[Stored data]

----------------------------------------

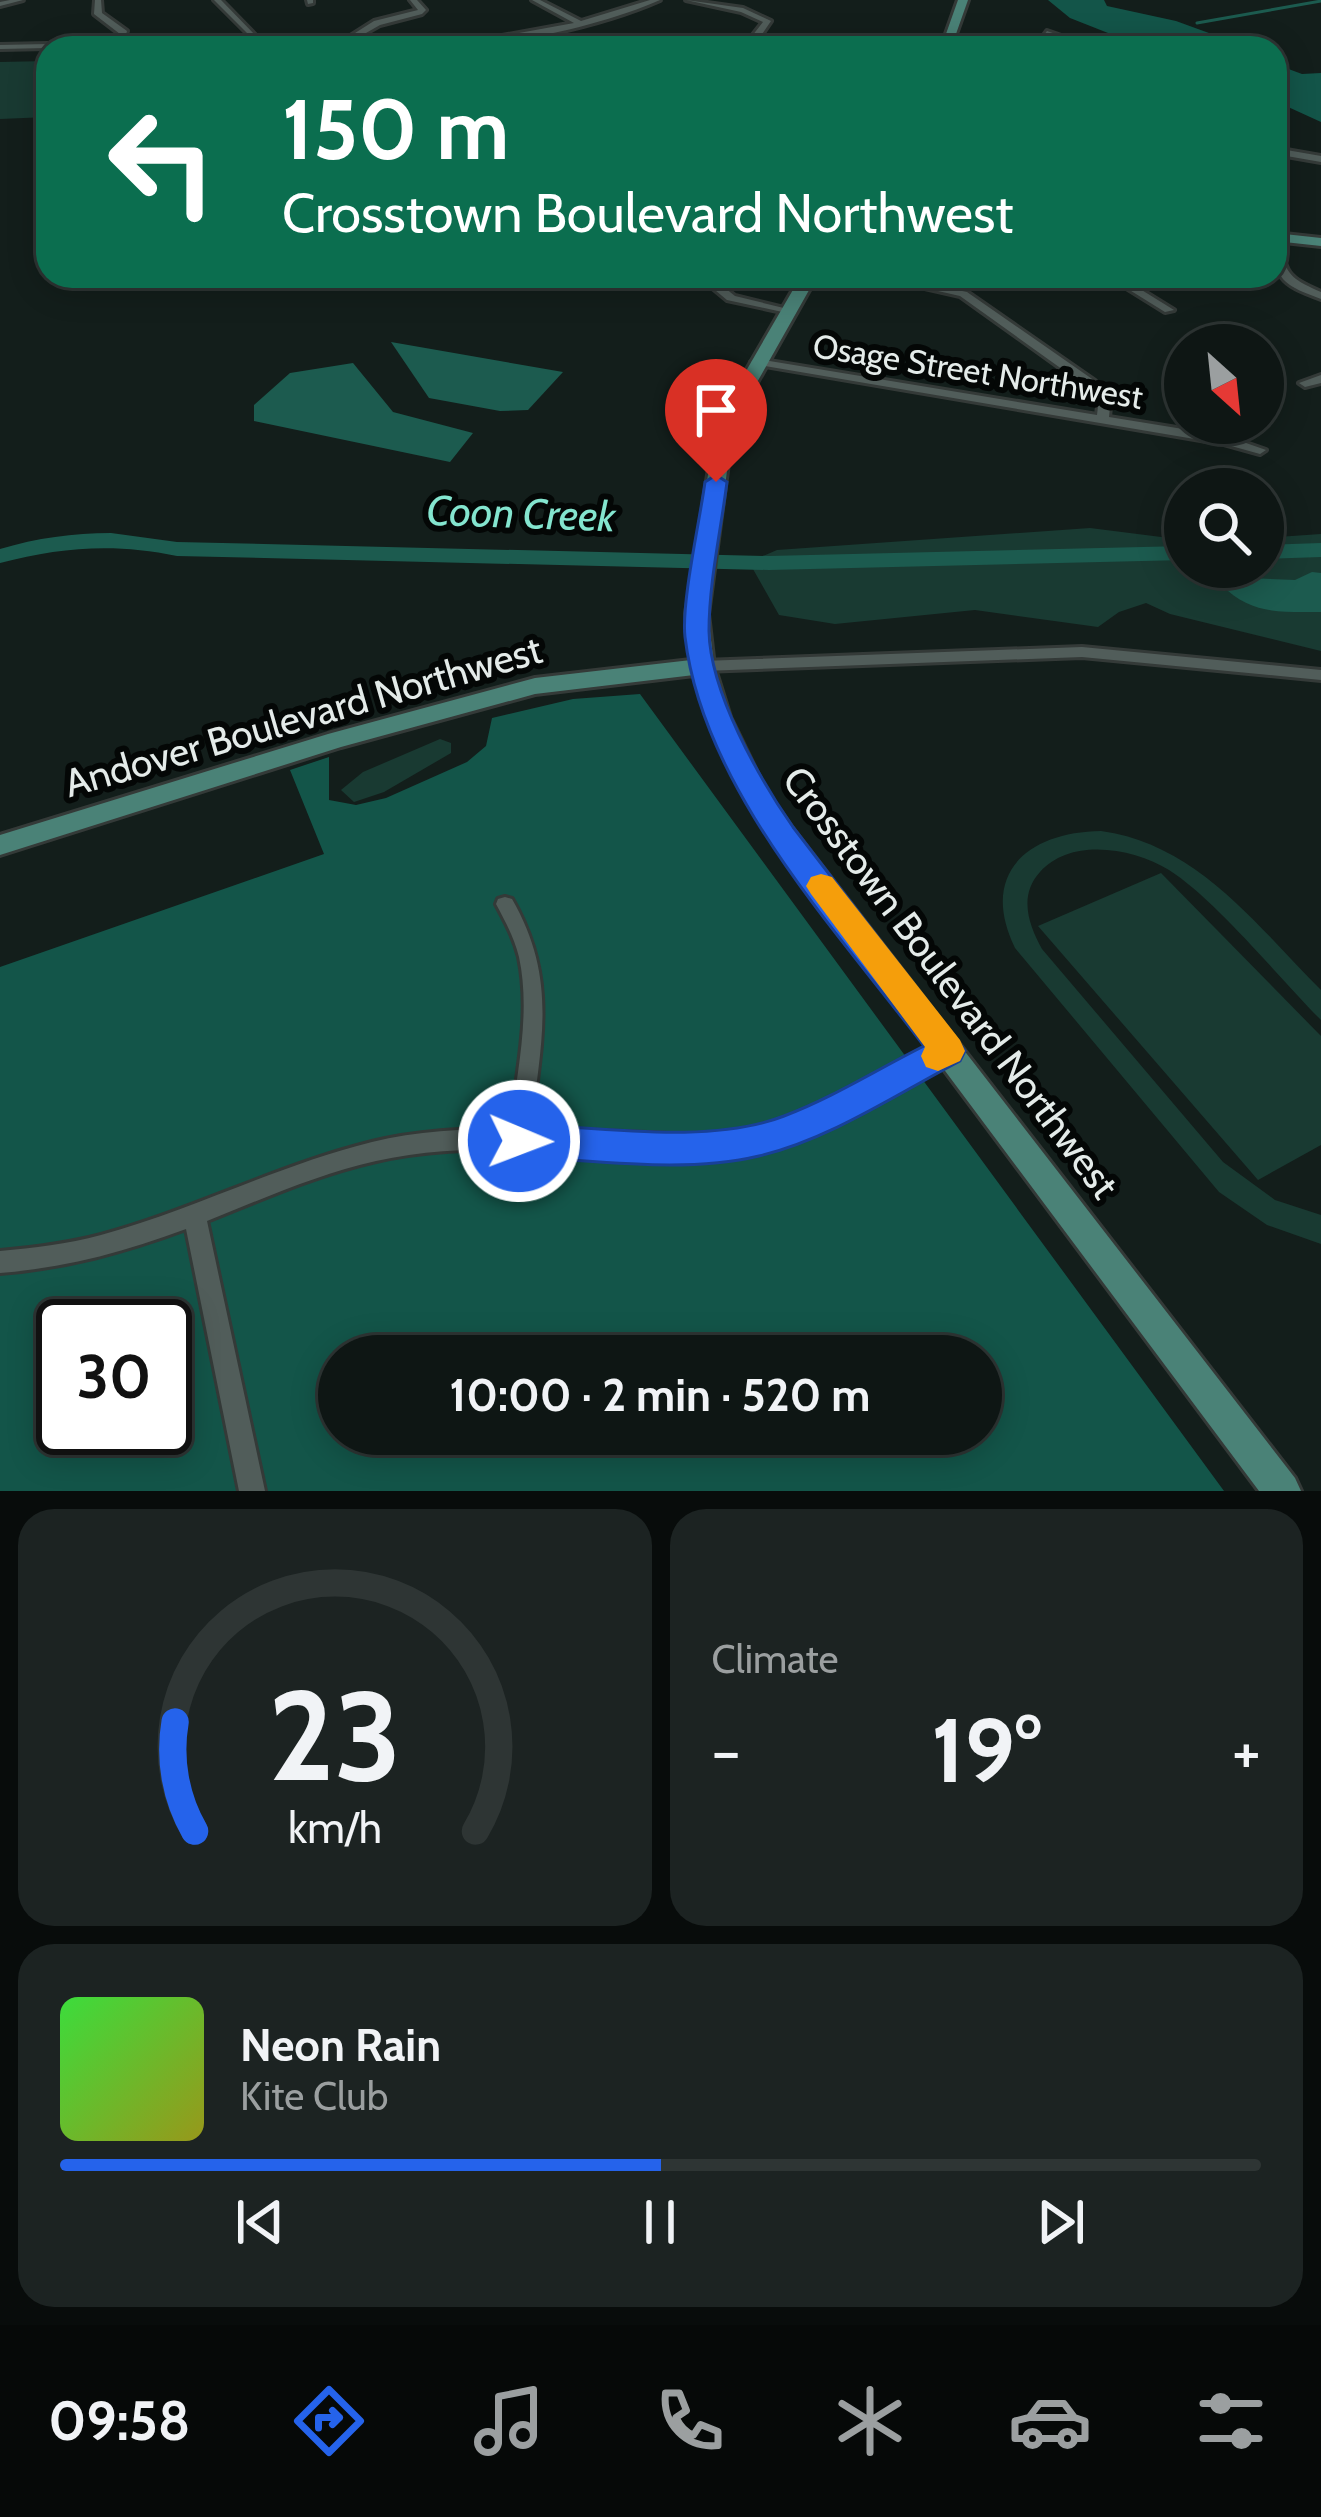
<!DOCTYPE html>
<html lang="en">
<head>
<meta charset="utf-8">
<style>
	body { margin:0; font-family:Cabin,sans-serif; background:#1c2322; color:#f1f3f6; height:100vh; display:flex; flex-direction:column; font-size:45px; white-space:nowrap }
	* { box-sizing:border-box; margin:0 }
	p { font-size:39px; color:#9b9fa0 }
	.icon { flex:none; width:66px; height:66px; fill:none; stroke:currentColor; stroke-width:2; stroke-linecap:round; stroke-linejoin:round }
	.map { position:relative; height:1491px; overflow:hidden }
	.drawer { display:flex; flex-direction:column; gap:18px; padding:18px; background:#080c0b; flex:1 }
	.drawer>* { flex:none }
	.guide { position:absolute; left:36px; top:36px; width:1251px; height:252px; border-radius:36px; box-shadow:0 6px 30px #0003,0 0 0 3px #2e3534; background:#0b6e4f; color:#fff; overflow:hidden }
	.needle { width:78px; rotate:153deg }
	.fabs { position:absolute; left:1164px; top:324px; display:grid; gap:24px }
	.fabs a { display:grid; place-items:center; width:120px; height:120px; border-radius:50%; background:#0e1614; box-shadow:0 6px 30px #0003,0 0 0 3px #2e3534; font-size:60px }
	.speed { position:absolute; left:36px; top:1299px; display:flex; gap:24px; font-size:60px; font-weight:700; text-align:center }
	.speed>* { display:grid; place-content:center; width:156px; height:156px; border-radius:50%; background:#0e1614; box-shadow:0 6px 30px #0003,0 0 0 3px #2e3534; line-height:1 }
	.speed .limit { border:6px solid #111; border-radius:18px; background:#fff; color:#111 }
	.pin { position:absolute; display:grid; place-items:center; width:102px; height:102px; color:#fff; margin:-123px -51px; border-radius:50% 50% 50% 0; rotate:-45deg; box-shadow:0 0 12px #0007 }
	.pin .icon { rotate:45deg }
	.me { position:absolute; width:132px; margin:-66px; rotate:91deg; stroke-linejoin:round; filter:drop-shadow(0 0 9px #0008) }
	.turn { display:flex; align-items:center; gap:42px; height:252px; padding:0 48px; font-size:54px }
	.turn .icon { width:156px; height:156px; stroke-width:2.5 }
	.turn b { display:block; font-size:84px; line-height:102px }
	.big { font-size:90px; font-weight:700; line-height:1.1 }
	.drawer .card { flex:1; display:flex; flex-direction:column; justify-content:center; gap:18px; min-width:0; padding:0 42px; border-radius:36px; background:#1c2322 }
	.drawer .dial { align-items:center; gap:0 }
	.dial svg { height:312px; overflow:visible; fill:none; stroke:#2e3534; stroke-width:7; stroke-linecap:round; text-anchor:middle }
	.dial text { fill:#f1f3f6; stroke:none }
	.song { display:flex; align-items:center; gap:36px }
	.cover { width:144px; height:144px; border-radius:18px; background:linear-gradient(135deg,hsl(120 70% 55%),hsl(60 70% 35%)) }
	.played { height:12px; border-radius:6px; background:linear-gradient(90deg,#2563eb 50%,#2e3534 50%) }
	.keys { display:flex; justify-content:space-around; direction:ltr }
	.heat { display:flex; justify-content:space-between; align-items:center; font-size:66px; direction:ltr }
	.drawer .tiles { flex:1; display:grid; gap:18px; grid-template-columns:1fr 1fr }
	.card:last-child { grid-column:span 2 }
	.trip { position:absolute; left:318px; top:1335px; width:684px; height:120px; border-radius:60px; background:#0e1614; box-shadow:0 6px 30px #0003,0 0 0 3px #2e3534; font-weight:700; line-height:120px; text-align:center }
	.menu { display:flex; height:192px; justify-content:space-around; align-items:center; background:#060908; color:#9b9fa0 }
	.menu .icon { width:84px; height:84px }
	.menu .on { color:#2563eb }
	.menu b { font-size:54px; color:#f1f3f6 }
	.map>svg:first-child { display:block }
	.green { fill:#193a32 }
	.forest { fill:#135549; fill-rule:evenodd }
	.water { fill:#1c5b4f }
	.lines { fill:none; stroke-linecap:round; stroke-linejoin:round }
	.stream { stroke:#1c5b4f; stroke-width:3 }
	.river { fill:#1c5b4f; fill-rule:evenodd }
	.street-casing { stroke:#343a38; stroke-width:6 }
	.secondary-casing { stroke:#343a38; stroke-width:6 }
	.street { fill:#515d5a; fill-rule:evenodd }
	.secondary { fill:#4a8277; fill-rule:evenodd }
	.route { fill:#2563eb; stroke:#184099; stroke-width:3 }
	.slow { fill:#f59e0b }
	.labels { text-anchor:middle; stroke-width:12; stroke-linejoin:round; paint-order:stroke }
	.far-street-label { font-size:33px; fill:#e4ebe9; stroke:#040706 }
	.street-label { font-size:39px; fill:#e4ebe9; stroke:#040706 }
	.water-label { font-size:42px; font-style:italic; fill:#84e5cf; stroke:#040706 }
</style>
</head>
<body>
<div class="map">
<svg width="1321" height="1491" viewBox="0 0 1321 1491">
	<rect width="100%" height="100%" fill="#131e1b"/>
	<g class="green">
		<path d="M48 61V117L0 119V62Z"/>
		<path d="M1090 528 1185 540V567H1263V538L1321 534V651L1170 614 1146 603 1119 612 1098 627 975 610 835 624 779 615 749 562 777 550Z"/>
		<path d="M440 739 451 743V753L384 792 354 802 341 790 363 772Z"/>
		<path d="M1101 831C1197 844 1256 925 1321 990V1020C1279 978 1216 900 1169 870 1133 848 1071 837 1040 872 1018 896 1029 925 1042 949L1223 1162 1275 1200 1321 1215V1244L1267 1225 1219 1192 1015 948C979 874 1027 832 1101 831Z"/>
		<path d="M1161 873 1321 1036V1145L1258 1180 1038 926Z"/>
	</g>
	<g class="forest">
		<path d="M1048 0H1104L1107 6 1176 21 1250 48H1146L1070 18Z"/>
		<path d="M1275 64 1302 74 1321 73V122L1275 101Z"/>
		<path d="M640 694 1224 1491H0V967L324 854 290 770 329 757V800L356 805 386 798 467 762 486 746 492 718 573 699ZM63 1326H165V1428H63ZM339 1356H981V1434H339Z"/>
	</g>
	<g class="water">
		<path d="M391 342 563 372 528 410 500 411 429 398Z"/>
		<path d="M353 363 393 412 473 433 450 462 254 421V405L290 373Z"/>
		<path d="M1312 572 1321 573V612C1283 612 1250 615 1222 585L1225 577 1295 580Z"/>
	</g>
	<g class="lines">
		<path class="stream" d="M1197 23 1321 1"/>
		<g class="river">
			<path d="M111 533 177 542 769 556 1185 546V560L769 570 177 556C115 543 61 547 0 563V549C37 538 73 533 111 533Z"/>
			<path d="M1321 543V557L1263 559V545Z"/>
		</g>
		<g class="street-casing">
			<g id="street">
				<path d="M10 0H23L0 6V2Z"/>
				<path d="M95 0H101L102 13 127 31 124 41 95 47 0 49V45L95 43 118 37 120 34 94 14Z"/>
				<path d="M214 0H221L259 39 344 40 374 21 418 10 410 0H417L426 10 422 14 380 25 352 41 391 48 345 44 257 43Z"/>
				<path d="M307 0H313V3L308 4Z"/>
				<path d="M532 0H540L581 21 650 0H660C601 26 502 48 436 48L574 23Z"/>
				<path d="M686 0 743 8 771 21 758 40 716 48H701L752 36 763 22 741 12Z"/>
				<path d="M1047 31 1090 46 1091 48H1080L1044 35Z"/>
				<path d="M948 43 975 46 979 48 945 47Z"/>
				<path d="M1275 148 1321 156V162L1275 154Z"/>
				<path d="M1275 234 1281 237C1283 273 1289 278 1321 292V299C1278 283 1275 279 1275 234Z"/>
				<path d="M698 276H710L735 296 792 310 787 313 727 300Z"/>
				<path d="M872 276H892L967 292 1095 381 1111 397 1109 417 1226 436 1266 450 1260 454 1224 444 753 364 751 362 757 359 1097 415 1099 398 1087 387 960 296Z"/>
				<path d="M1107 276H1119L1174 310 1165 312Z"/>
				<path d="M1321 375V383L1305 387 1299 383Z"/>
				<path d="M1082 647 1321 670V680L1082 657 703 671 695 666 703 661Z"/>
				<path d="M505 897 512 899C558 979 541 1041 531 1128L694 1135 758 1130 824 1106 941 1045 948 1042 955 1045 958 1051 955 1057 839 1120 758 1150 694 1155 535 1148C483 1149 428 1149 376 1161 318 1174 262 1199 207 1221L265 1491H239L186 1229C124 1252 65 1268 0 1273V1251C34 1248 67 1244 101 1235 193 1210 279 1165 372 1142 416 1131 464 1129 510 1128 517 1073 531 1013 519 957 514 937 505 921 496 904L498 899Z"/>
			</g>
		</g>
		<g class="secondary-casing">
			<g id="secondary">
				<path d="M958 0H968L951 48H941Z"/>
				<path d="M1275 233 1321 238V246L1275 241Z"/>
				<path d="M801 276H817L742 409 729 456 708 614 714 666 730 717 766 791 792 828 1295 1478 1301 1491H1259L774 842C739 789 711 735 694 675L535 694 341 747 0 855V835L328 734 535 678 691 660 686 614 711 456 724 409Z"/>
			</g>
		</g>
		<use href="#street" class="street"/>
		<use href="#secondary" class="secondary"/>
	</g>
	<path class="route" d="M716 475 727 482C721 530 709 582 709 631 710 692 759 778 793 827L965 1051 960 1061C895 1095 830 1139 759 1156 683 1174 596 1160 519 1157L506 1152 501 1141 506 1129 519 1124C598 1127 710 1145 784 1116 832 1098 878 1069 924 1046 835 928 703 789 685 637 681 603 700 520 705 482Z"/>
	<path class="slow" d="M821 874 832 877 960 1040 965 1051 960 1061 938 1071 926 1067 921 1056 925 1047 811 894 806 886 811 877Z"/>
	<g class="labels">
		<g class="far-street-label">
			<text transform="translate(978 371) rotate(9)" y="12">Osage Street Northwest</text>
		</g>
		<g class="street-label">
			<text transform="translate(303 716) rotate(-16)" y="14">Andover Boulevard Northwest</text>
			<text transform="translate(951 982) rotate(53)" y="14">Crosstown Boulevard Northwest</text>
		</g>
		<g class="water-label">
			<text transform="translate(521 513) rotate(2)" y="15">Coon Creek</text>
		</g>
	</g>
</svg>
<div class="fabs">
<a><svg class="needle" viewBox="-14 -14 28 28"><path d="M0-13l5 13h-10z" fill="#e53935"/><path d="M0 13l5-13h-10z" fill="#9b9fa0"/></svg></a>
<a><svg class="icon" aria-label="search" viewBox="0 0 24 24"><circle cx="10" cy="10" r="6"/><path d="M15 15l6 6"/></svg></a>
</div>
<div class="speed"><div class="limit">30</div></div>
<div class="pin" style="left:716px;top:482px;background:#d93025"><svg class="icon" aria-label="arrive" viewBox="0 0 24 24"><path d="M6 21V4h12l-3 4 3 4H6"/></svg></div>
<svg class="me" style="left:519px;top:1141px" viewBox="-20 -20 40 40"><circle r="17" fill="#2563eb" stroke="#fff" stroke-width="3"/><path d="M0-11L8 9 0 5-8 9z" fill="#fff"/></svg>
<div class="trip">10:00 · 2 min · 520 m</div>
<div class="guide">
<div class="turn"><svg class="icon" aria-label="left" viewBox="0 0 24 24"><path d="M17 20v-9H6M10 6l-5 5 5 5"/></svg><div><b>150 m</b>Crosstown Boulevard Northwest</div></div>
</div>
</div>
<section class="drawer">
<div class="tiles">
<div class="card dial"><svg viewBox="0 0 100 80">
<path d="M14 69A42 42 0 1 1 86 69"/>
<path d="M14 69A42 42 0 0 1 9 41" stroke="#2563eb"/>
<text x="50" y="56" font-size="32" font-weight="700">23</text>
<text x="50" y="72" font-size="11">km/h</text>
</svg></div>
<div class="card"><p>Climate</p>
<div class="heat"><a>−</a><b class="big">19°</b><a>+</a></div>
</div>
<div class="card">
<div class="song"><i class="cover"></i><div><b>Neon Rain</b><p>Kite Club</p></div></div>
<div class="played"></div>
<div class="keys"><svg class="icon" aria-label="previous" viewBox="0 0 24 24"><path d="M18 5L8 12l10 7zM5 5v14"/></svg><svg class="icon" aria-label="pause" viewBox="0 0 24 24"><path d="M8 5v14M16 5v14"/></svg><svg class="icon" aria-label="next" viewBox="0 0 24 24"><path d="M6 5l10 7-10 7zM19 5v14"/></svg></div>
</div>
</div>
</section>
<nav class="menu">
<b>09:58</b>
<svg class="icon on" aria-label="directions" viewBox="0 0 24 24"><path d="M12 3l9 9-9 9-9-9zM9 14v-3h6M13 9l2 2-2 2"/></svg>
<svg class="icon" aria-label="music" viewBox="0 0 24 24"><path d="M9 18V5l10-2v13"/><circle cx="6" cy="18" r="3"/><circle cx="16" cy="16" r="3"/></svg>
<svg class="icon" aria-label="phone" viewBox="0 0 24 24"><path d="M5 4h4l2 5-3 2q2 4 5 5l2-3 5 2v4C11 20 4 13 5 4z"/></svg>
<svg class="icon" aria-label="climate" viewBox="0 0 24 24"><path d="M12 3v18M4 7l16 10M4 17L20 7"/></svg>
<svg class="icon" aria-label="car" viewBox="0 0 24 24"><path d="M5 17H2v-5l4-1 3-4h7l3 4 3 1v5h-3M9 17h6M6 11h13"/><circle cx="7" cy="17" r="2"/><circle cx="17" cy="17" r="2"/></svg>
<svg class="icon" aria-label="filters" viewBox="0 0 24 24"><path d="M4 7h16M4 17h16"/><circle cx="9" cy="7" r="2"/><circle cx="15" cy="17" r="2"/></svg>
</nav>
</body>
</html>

----------------------------------------

*Task*. From the entries, copy every line in which the word "linear" occurs.

*Exercise answer*.
	.cover { width:144px; height:144px; border-radius:18px; background:linear-gradient(135deg,hsl(120 70% 55%),hsl(60 70% 35%)) }
	.played { height:12px; border-radius:6px; background:linear-gradient(90deg,#2563eb 50%,#2e3534 50%) }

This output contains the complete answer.